WORK REQUEST -
Copy each line from the entries that the word "roads" appears in.

_____

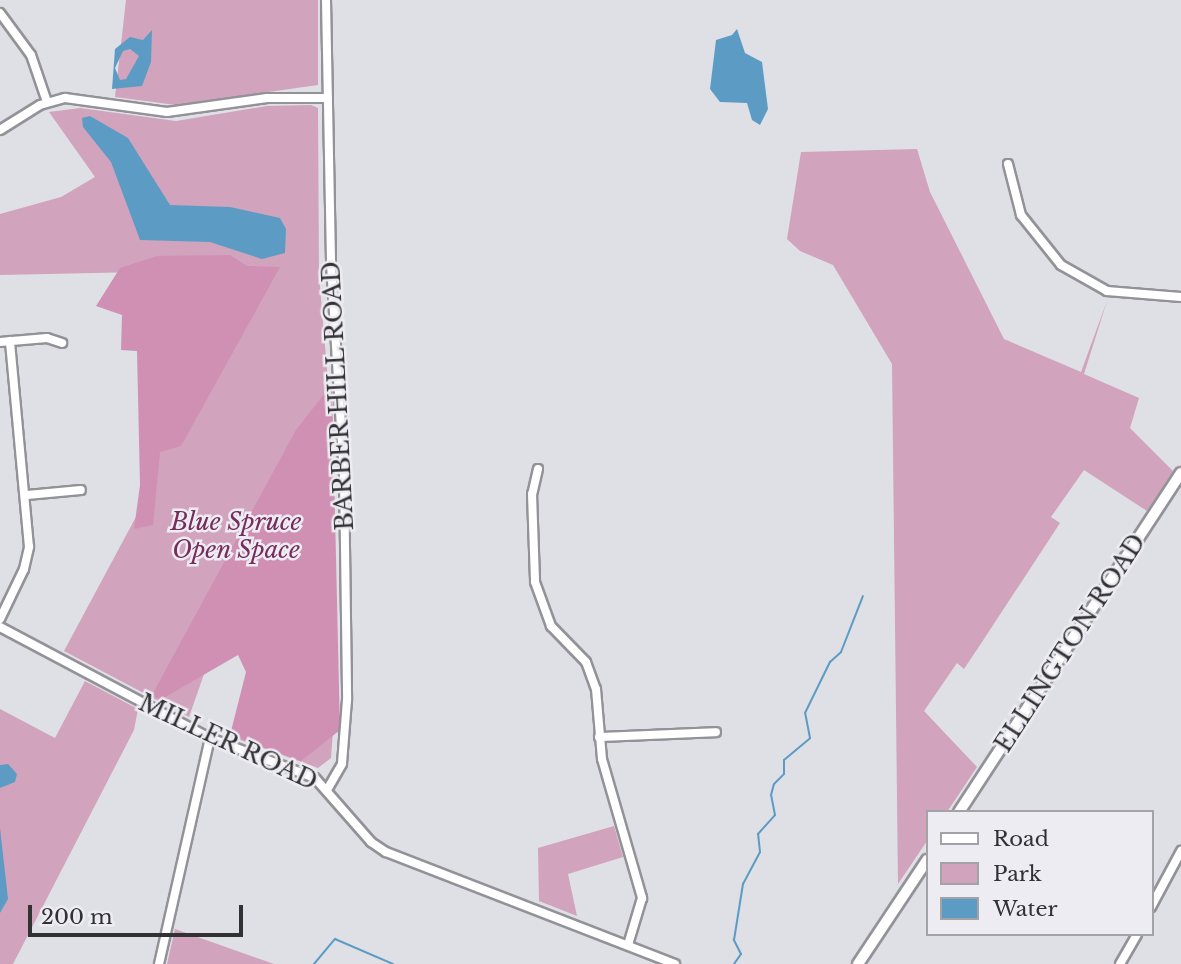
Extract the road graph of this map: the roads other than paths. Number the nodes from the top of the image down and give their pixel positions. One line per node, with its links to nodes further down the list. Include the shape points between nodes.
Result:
1 (326, 0): 3 (street, BARBER HILL ROAD)
2 (0, 13): 4 (street, via 31,55)
3 (328, 98): 4 (street, via 267,98 167,112 85,99); 20 (street, BARBER HILL ROAD, via 331,264 345,475 347,700 342,764)
4 (47, 102): 5 (street)
5 (0, 130)
6 (1008, 164): 7 (street, via 1021,215 1061,265 1107,290 1131,296)
7 (1181, 297)
8 (10, 341): 9 (street); 10 (street, via 47,338); 14 (street)
9 (0, 342)
10 (62, 343)
11 (538, 469): 18 (street, via 532,494 535,582 551,626 586,662 596,690)
12 (1181, 473): 21 (main road, ELLINGTON ROAD)
13 (81, 490): 14 (street)
14 (27, 495): 15 (street, via 28,553)
15 (0, 619)
16 (0, 627): 19 (street, MILLER ROAD)
17 (716, 733): 18 (street)
18 (599, 737): 26 (street, via 642,898)
19 (210, 738): 20 (street, MILLER ROAD, via 301,771); 27 (street)
20 (328, 788): 26 (street, MILLER ROAD, via 361,831 386,852)
21 (960, 810)
22 (1181, 851): 24 (street)
23 (926, 862): 29 (main road)
24 (1153, 903)
25 (1136, 936): 30 (street)
26 (628, 945): 28 (street, MILLER ROAD)
27 (159, 964)
28 (675, 964)
29 (858, 964)
30 (1120, 964)

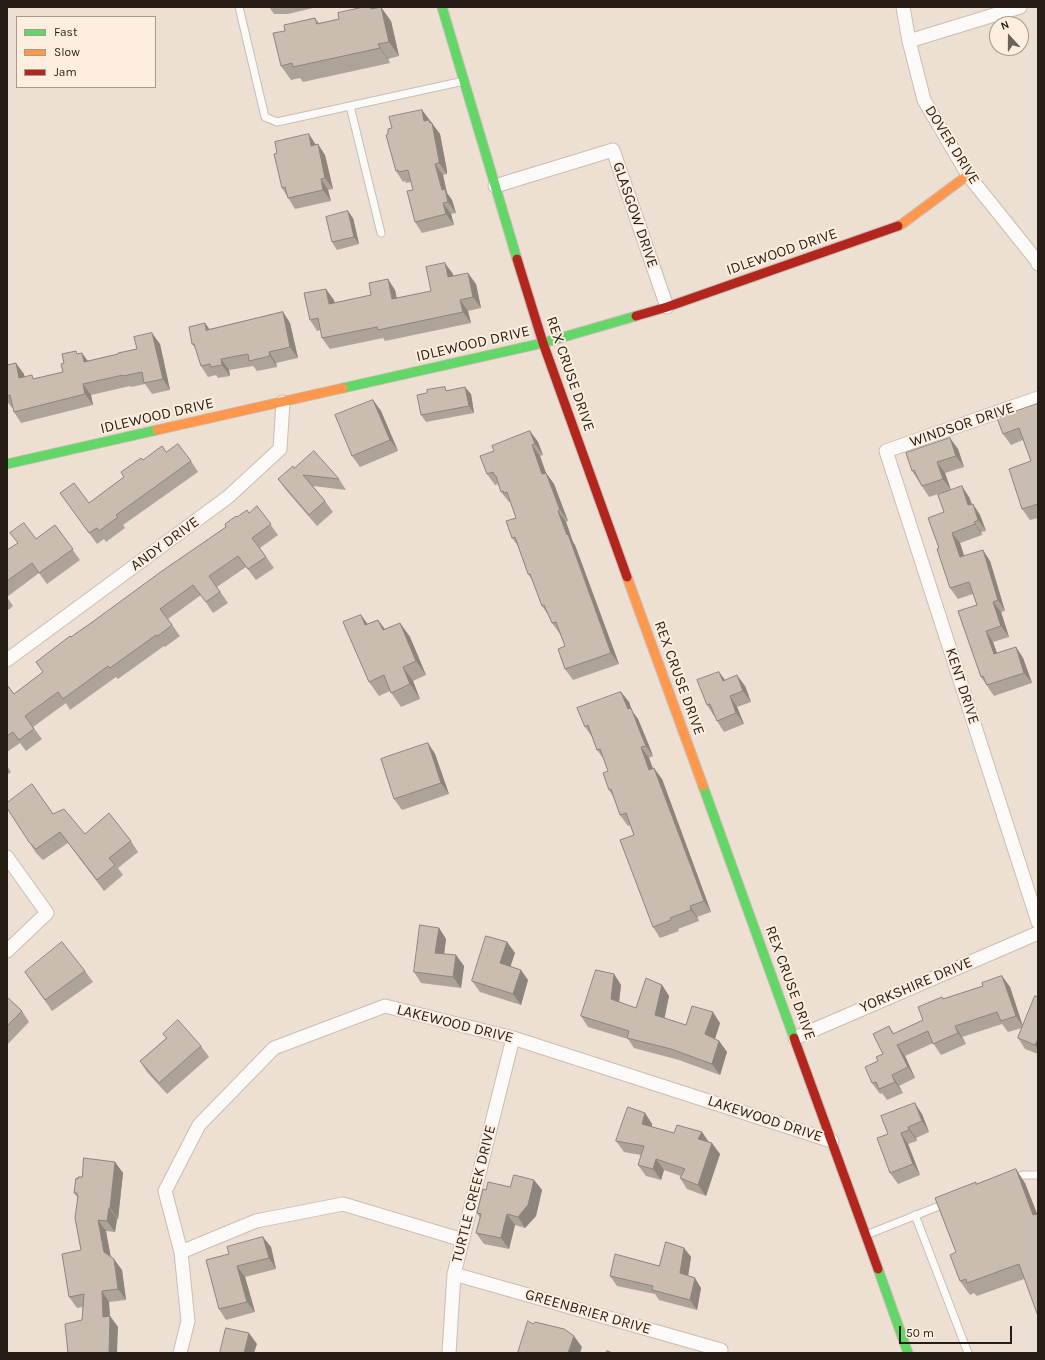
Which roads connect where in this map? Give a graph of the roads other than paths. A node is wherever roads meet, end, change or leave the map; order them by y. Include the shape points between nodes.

_____

RESULT OF THE EXERCISE -
Extract the road graph of this map: the roads other than paths. Number the nodes from the top of the image down and give their pixel positions. One line per node, with its links to nodes further down the list. Include the shape points between nodes.
Which roads connect where in this map? Give a graph of the roads other than paths. A node is wherever roads meet, end, change or leave the map; order them by y. Include the shape points between nodes.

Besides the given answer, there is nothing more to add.